Records to use:
════════════════════

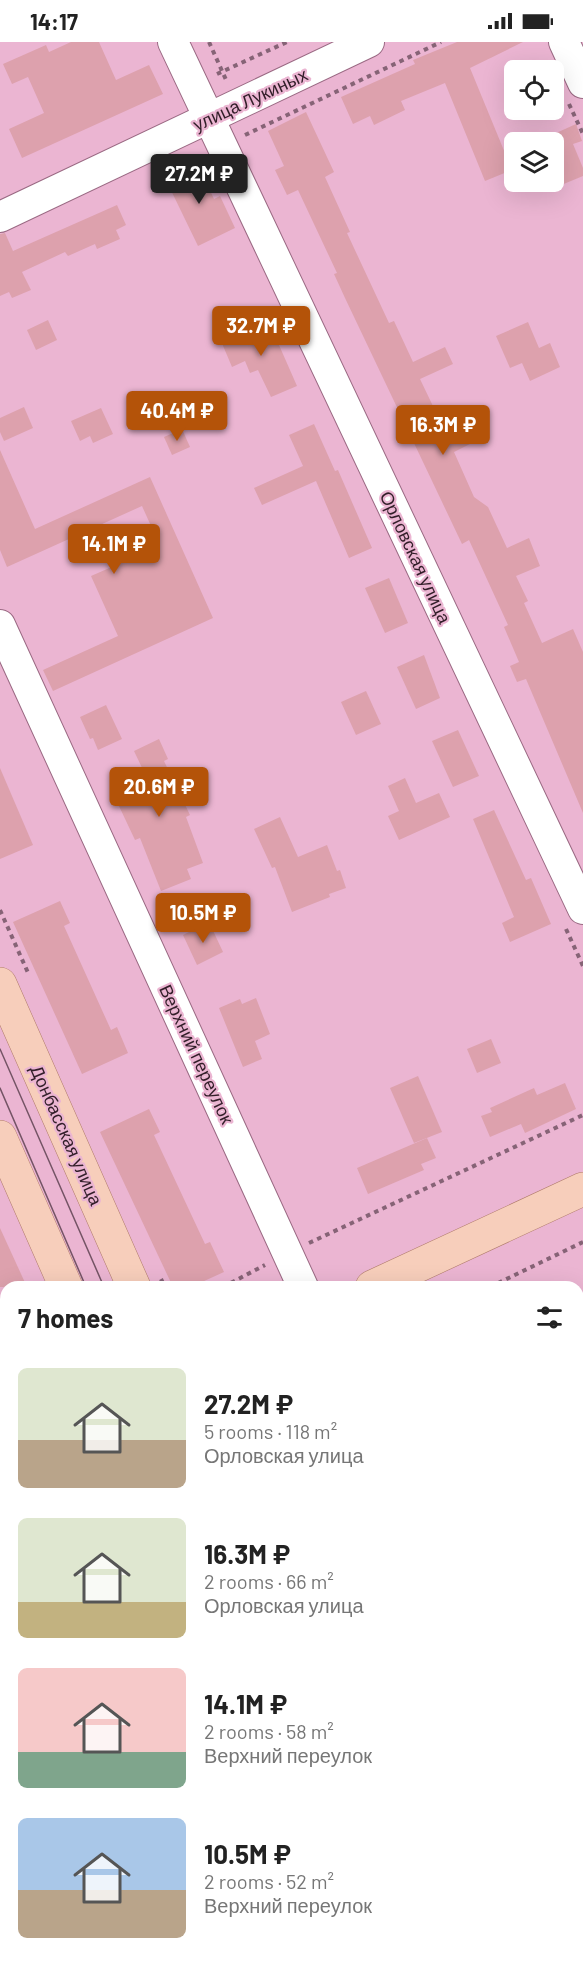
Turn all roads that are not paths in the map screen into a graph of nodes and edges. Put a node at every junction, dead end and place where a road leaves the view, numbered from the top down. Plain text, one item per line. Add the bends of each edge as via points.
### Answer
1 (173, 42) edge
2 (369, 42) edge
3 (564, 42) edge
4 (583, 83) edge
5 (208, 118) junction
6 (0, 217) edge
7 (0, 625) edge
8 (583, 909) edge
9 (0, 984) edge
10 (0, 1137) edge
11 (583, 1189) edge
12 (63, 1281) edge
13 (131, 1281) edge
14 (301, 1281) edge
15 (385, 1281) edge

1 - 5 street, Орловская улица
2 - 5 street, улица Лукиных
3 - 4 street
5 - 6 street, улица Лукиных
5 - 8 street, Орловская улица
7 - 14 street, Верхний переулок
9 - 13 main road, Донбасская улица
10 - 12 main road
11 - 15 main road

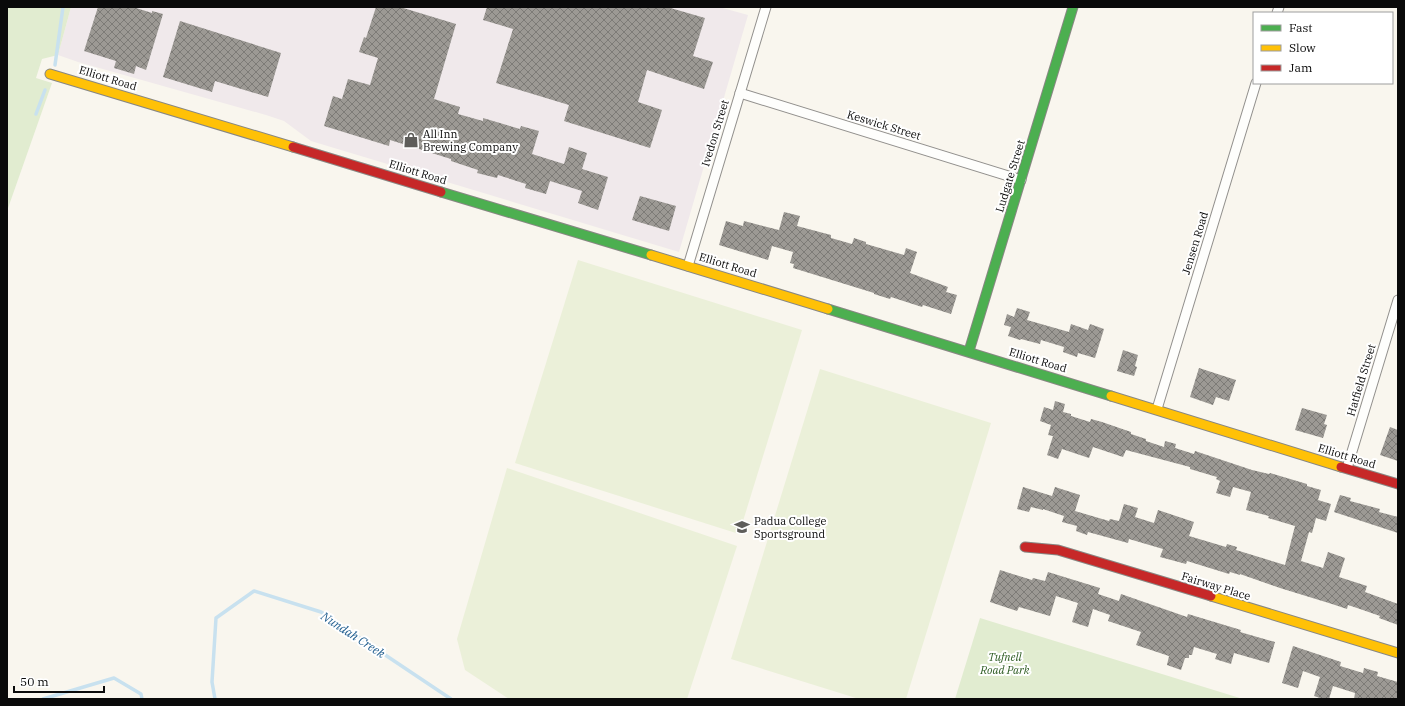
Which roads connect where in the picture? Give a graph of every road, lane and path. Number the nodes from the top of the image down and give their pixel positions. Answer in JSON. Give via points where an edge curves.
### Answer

════════════════════

Brief: All lines with the word "points" are needed; pull them from the entries and copy each.

The completed task:
Turn all roads that are not paths in the map screen into a graph of nodes and edges. Put a node at every junction, dead end and place where a road leaves the view, numbered from the top down. Plain text, one item per line. Add the bends of each edge as via points.
Which roads connect where in the picture? Give a graph of every road, lane and path. Number the nodes from the top of the image down and give their pixel positions. Answer in JSON. Give via points where an edge curves.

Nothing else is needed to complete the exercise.